## Exercise requirements
Among the entries below, copy every line that carries the word "wrist".

[Entries taken from a collection]
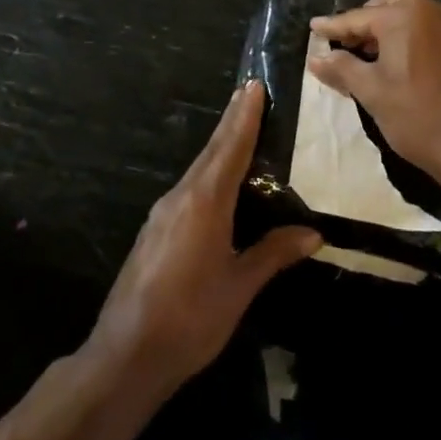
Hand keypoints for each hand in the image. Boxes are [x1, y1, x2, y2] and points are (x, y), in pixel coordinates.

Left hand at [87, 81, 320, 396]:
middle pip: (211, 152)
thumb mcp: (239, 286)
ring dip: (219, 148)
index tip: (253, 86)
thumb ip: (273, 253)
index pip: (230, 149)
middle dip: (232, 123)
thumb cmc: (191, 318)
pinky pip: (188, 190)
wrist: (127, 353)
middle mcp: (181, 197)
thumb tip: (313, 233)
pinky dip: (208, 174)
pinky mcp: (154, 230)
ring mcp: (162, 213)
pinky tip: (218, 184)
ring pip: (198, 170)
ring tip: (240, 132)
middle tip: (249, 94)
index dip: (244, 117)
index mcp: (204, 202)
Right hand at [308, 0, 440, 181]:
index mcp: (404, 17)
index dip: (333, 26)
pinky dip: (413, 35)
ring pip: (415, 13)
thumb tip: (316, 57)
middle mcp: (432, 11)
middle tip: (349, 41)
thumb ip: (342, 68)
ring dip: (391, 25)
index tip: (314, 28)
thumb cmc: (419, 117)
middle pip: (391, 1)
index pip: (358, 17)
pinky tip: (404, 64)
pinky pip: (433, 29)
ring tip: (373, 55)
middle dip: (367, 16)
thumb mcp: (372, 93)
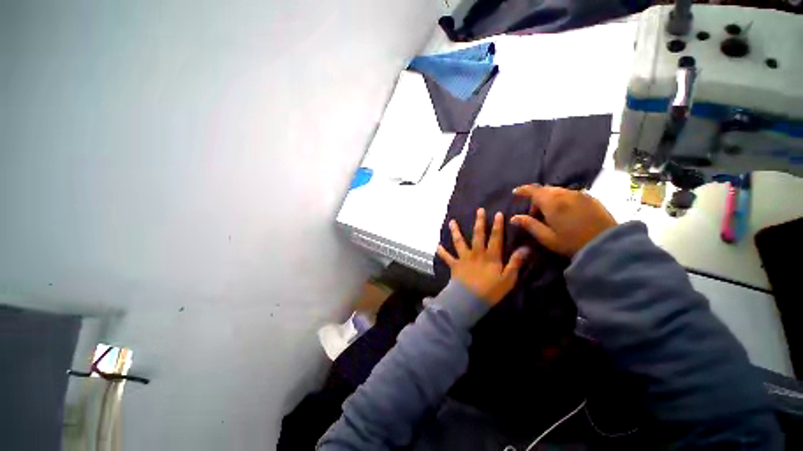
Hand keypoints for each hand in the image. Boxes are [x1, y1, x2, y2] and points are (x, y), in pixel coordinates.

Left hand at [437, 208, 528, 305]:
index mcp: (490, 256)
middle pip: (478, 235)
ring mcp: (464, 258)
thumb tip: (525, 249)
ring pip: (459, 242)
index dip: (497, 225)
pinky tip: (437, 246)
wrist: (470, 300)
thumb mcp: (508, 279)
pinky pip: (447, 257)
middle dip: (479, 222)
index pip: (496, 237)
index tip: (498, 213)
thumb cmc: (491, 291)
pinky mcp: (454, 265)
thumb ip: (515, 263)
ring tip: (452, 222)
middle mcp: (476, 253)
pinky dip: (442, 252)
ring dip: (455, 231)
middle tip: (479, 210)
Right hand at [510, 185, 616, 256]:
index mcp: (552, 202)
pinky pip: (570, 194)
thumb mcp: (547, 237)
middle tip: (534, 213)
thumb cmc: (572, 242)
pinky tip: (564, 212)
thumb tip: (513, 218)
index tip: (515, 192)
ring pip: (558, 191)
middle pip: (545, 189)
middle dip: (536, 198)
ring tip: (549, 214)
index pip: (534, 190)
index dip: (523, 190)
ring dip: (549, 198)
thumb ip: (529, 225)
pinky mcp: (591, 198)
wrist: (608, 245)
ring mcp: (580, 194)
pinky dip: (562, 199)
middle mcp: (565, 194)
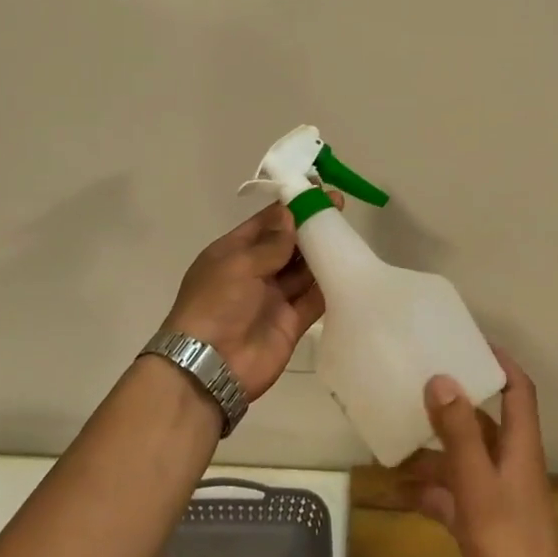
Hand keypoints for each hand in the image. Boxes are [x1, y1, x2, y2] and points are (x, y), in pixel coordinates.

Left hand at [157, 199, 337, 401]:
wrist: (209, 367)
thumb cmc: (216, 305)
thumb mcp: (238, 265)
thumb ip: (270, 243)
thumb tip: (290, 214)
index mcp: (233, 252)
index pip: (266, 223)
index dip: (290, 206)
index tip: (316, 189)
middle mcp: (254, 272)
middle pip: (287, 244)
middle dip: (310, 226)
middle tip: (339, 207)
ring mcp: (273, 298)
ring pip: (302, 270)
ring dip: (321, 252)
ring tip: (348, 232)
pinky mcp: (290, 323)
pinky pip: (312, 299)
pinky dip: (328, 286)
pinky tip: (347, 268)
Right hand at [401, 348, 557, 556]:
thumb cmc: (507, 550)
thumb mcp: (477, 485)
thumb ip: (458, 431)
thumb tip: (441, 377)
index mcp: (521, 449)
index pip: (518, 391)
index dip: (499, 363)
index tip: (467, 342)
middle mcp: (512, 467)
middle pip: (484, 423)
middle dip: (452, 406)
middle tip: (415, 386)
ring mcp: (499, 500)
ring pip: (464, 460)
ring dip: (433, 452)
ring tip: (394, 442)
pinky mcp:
* * *
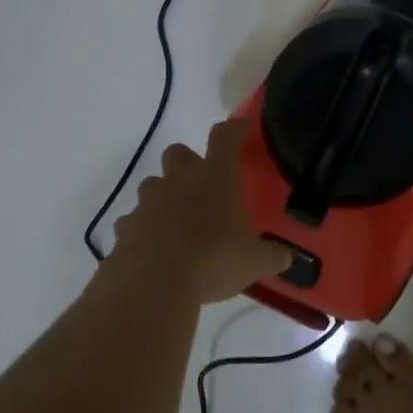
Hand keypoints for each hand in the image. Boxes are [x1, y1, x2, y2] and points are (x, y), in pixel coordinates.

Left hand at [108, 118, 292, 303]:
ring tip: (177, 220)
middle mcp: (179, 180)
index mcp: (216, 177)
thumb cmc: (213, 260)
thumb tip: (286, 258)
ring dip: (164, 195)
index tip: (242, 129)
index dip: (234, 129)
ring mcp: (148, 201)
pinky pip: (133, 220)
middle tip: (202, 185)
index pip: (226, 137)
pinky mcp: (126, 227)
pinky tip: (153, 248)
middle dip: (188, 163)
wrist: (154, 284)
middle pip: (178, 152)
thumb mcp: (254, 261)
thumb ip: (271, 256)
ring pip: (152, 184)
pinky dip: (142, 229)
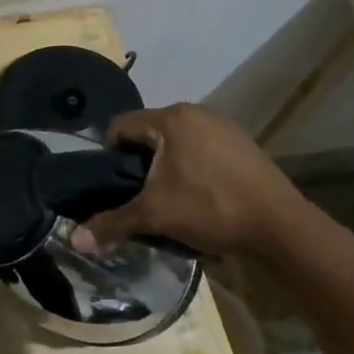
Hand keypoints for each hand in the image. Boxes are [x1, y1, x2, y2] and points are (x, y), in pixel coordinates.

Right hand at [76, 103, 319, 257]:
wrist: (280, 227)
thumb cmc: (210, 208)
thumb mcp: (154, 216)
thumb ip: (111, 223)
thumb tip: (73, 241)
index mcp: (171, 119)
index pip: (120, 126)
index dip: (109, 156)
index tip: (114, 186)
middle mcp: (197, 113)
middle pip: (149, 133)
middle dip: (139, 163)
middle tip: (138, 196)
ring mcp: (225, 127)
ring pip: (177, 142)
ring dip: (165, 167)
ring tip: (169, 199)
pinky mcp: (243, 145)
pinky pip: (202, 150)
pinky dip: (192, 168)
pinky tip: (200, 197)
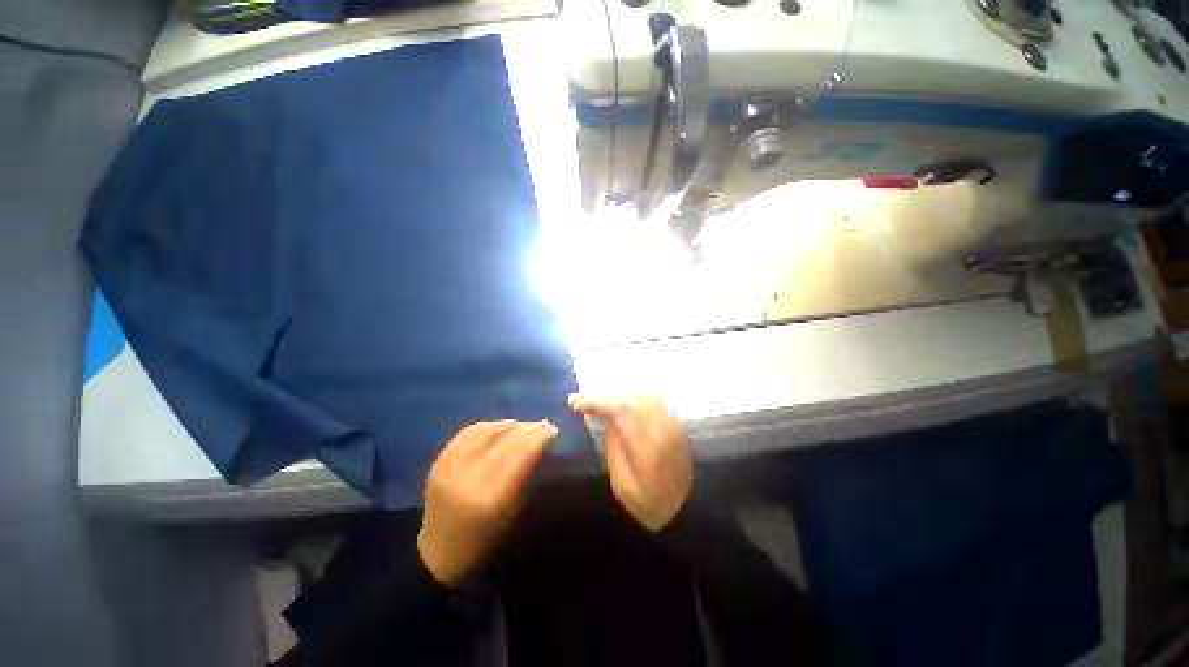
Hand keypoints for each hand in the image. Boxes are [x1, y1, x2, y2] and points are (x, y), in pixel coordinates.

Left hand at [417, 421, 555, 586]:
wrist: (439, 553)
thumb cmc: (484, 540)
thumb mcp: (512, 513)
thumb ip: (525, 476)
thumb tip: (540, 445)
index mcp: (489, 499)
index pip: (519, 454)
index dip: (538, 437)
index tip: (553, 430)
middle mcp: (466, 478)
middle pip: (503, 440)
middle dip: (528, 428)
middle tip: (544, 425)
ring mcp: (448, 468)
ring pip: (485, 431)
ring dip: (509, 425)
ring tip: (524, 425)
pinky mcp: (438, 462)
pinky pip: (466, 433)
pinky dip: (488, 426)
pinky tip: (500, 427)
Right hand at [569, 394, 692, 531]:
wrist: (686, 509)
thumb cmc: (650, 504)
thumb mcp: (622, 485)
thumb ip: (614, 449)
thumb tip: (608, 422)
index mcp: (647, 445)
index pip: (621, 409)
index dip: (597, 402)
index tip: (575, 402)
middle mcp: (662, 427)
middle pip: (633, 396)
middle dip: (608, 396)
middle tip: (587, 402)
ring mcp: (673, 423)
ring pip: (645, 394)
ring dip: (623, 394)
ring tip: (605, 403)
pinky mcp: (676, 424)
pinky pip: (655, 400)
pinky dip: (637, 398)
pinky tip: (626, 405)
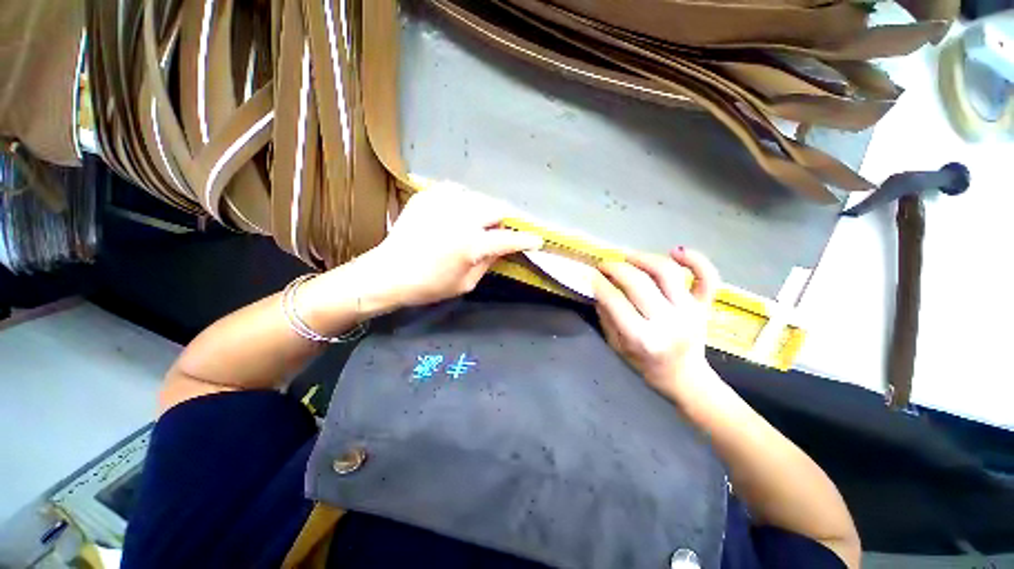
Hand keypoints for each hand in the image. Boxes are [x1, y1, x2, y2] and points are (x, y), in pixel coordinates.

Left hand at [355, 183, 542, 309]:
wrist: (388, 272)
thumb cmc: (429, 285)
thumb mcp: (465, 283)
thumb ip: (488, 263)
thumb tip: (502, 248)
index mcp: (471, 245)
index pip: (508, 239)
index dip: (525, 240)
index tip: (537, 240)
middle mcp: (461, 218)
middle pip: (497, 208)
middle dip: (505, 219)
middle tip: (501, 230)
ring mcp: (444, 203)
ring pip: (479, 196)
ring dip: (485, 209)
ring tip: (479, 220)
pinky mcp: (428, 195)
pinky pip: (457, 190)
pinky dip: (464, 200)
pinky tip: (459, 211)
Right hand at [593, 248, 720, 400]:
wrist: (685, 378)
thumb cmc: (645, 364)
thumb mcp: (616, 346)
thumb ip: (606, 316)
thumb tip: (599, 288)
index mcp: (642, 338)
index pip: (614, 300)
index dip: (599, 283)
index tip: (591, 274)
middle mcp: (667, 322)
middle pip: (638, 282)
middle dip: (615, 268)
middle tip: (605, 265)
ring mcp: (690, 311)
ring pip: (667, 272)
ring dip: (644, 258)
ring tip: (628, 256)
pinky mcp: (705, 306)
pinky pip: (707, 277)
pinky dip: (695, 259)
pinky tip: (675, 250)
* * *
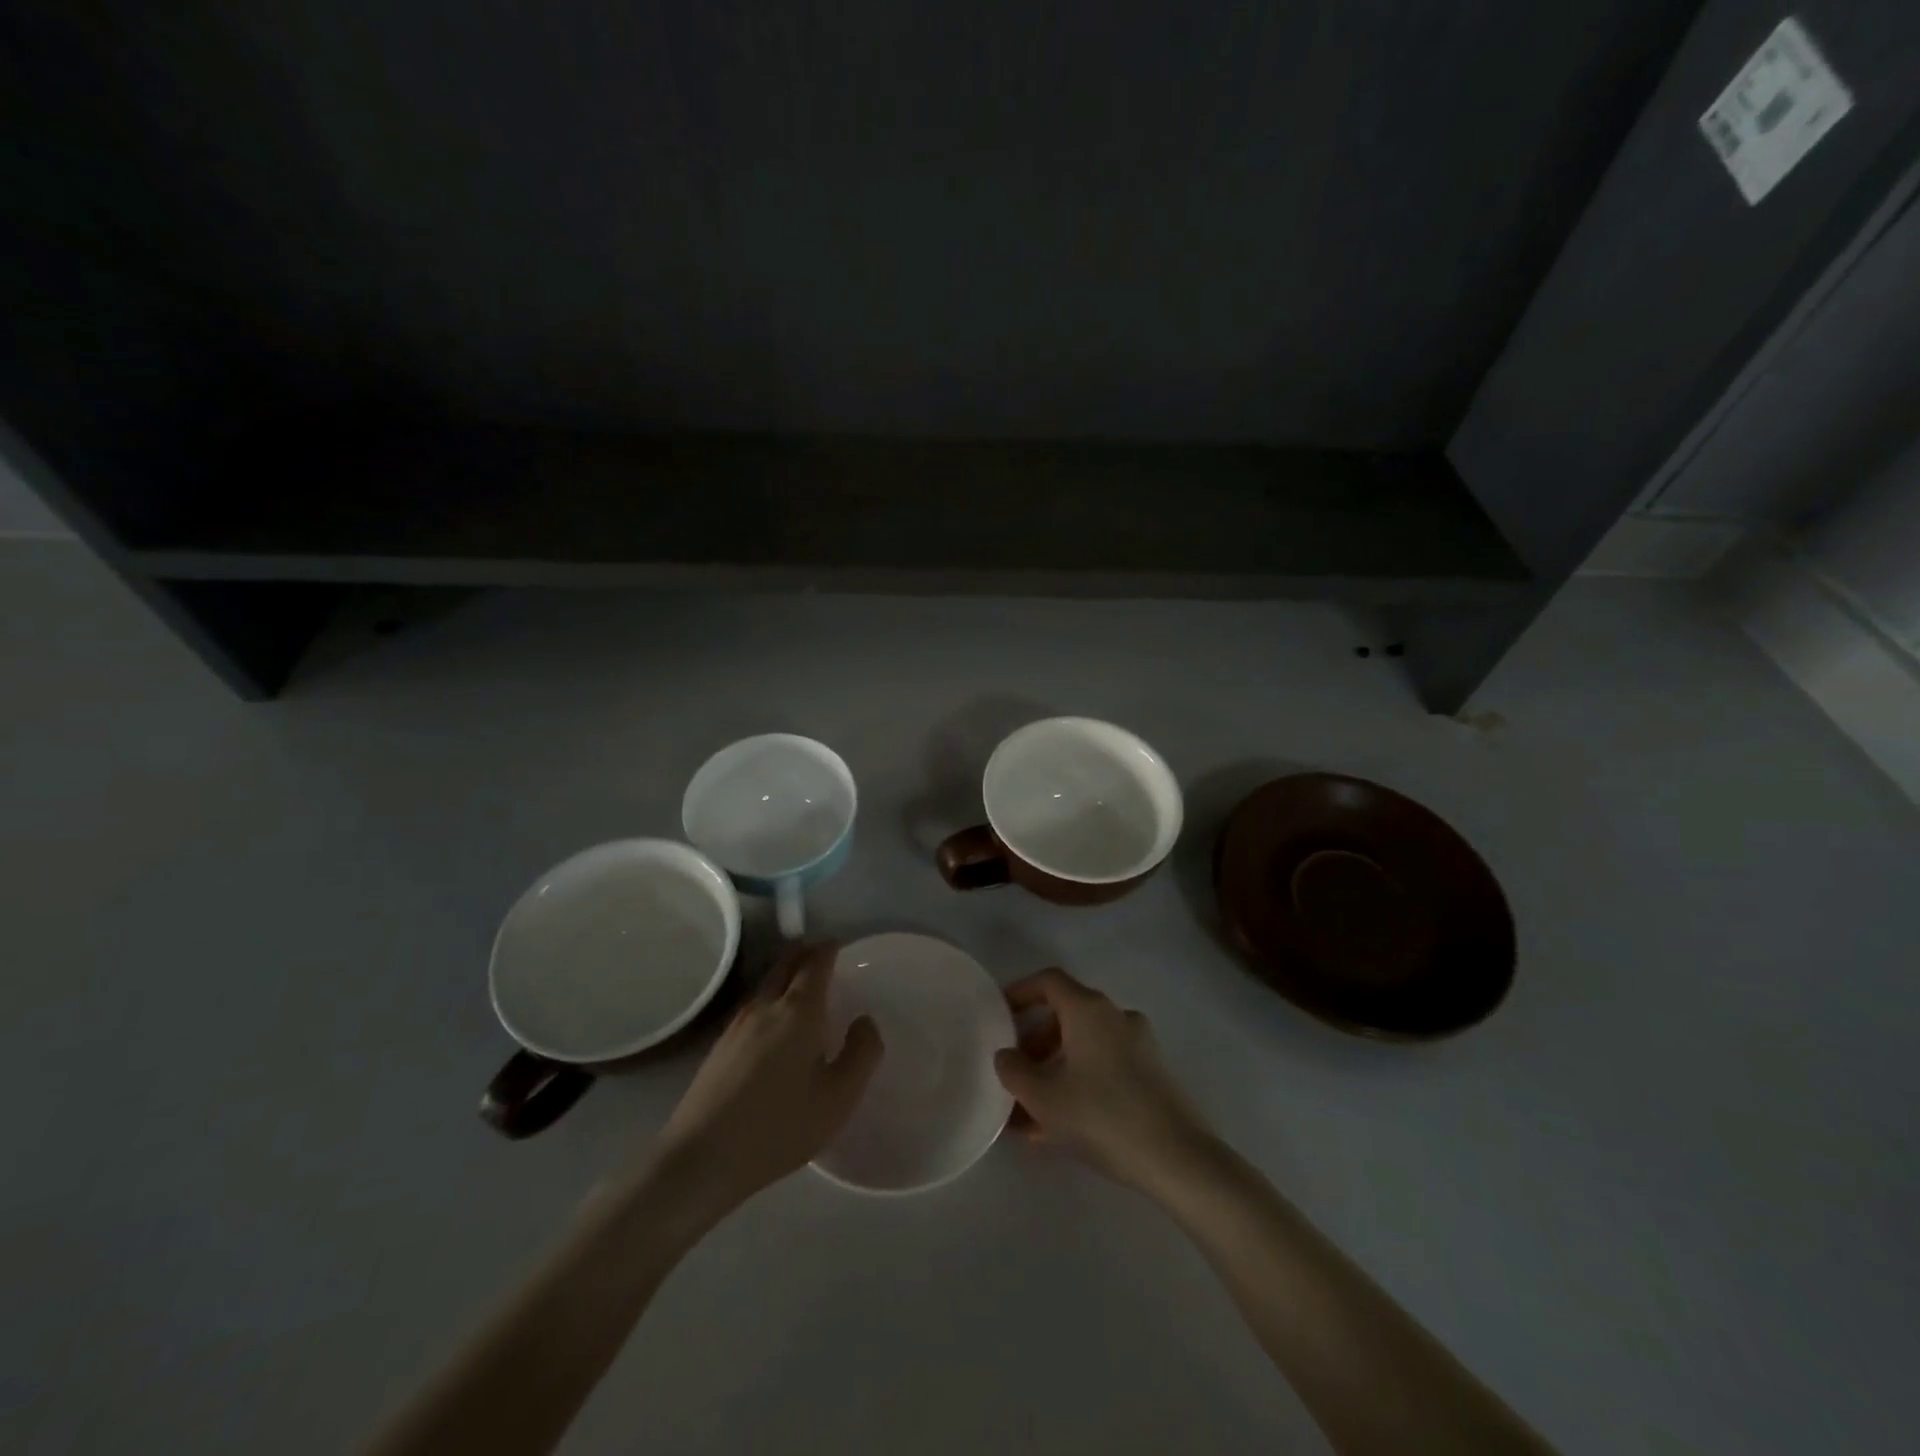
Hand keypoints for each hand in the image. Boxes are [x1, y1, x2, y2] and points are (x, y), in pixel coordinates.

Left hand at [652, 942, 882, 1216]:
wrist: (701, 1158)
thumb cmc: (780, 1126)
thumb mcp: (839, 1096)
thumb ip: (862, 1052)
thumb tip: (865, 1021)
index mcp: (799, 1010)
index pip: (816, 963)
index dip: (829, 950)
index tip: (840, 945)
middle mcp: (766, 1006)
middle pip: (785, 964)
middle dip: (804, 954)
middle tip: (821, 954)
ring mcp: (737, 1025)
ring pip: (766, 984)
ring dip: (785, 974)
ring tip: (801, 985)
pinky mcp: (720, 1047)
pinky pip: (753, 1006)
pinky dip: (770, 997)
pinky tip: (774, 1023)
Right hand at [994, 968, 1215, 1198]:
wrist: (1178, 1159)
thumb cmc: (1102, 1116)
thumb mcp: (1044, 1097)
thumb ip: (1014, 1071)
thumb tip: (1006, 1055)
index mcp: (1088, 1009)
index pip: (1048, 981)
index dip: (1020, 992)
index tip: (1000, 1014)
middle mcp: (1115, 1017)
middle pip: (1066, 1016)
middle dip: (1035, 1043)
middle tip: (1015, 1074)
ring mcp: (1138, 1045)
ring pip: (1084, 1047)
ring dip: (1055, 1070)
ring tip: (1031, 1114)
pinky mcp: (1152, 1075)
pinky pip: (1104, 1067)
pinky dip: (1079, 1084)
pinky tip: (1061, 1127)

## Answer to the problem
wrist: (127, 353)
wrist: (470, 300)
wrist: (608, 245)
wrist: (209, 367)
wrist: (154, 284)
wrist: (280, 227)
wrist: (439, 553)
wrist: (686, 509)
wrist: (388, 272)
wrist: (685, 378)
wrist: (701, 1158)
wrist: (1178, 1159)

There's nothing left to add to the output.